START DATA FOR THIS TASK

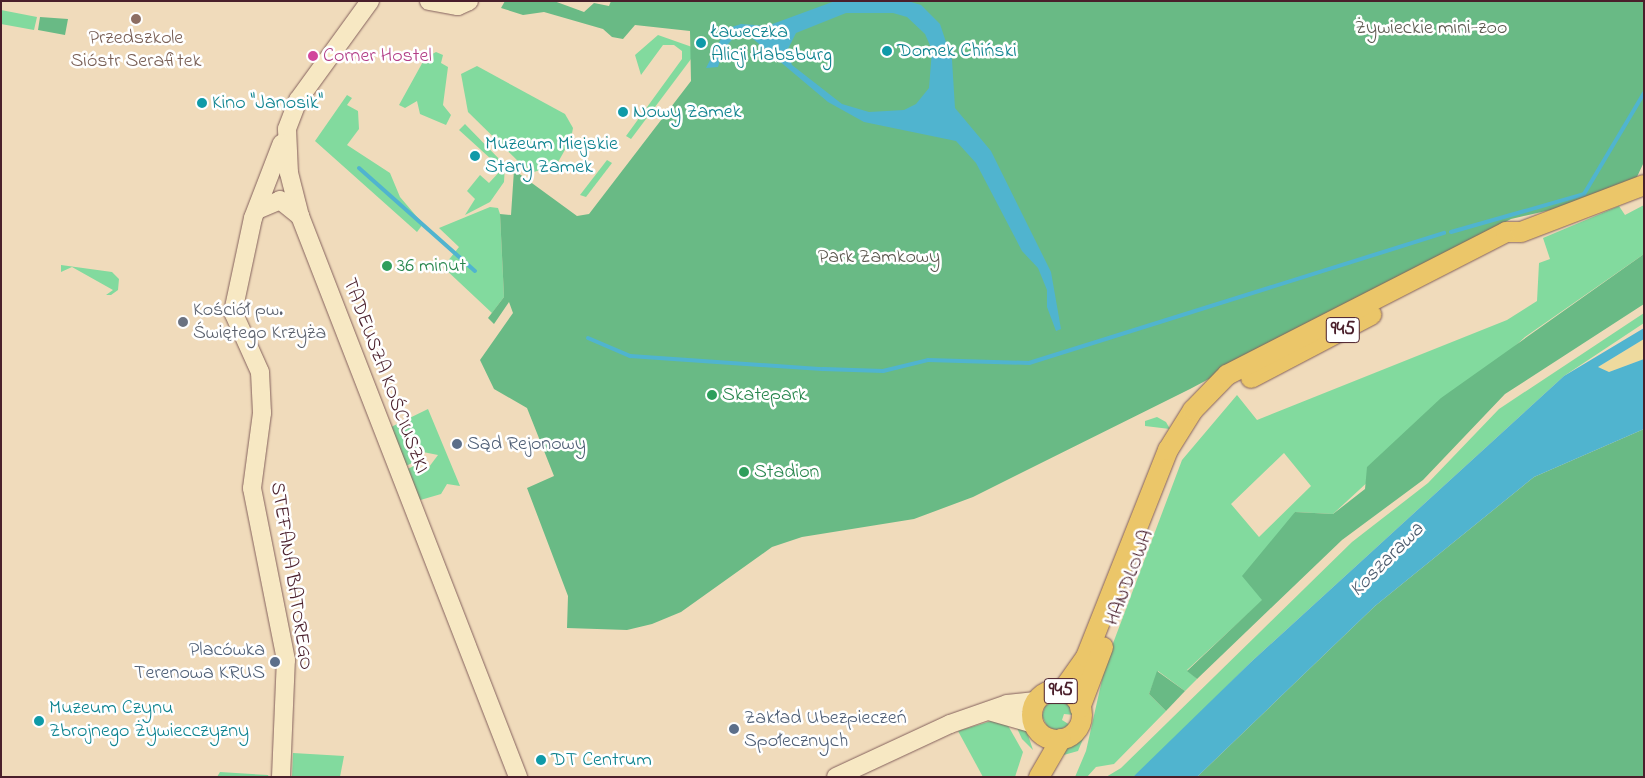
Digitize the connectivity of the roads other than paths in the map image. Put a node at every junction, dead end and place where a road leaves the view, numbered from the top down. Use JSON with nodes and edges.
{"nodes":[{"id":1,"x":370,"y":1,"type":"edge"},
{"id":2,"x":429,"y":1,"type":"edge"},
{"id":3,"x":469,"y":1,"type":"edge"},
{"id":4,"x":288,"y":129,"type":"junction"},
{"id":5,"x":1644,"y":185,"type":"edge"},
{"id":6,"x":257,"y":210,"type":"junction"},
{"id":7,"x":300,"y":216,"type":"junction"},
{"id":8,"x":1174,"y":449,"type":"junction"},
{"id":9,"x":1062,"y":691,"type":"junction"},
{"id":10,"x":1036,"y":701,"type":"junction"},
{"id":11,"x":1080,"y":708,"type":"junction"},
{"id":12,"x":986,"y":710,"type":"junction"},
{"id":13,"x":1037,"y":729,"type":"junction"},
{"id":14,"x":1061,"y":739,"type":"junction"},
{"id":15,"x":281,"y":777,"type":"edge"},
{"id":16,"x":518,"y":777,"type":"edge"},
{"id":17,"x":836,"y":777,"type":"edge"},
{"id":18,"x":1037,"y":777,"type":"edge"}],
"edges":[{"from":1,"to":4,"type":"street","name":"TADEUSZA KOŚCIUSZKI"},
{"from":2,"to":3,"type":"street"},
{"from":4,"to":6,"type":"street","name":"STEFANA BATOREGO"},
{"from":4,"to":7,"type":"street","name":"TADEUSZA KOŚCIUSZKI"},
{"from":5,"to":8,"type":"main road","number":"945"},
{"from":6,"to":7,"type":"street"},
{"from":6,"to":15,"type":"street","name":"STEFANA BATOREGO"},
{"from":7,"to":16,"type":"street","name":"TADEUSZA KOŚCIUSZKI"},
{"from":8,"to":9,"type":"main road","name":"HANDLOWA","number":"945"},
{"from":8,"to":11,"type":"main road","name":"HANDLOWA","number":"945"},
{"from":9,"to":10,"type":"main road","number":"945"},
{"from":9,"to":11,"type":"main road","number":"945"},
{"from":10,"to":12,"type":"street"},
{"from":10,"to":13,"type":"main road","number":"945"},
{"from":11,"to":14,"type":"main road","number":"945"},
{"from":12,"to":13,"type":"street"},
{"from":12,"to":17,"type":"street"},
{"from":13,"to":14,"type":"main road","number":"945"},
{"from":13,"to":18,"type":"main road","number":"945"},
{"from":14,"to":18,"type":"main road","number":"945"}]}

END DATA FOR THIS TASK

# ASSIGNED TASK
Pull each line containing "junction" from the records.

# EXERCISE SOLUTION
Digitize the connectivity of the roads other than paths in the map image. Put a node at every junction, dead end and place where a road leaves the view, numbered from the top down. Use JSON with nodes and edges.
{"id":4,"x":288,"y":129,"type":"junction"},
{"id":6,"x":257,"y":210,"type":"junction"},
{"id":7,"x":300,"y":216,"type":"junction"},
{"id":8,"x":1174,"y":449,"type":"junction"},
{"id":9,"x":1062,"y":691,"type":"junction"},
{"id":10,"x":1036,"y":701,"type":"junction"},
{"id":11,"x":1080,"y":708,"type":"junction"},
{"id":12,"x":986,"y":710,"type":"junction"},
{"id":13,"x":1037,"y":729,"type":"junction"},
{"id":14,"x":1061,"y":739,"type":"junction"},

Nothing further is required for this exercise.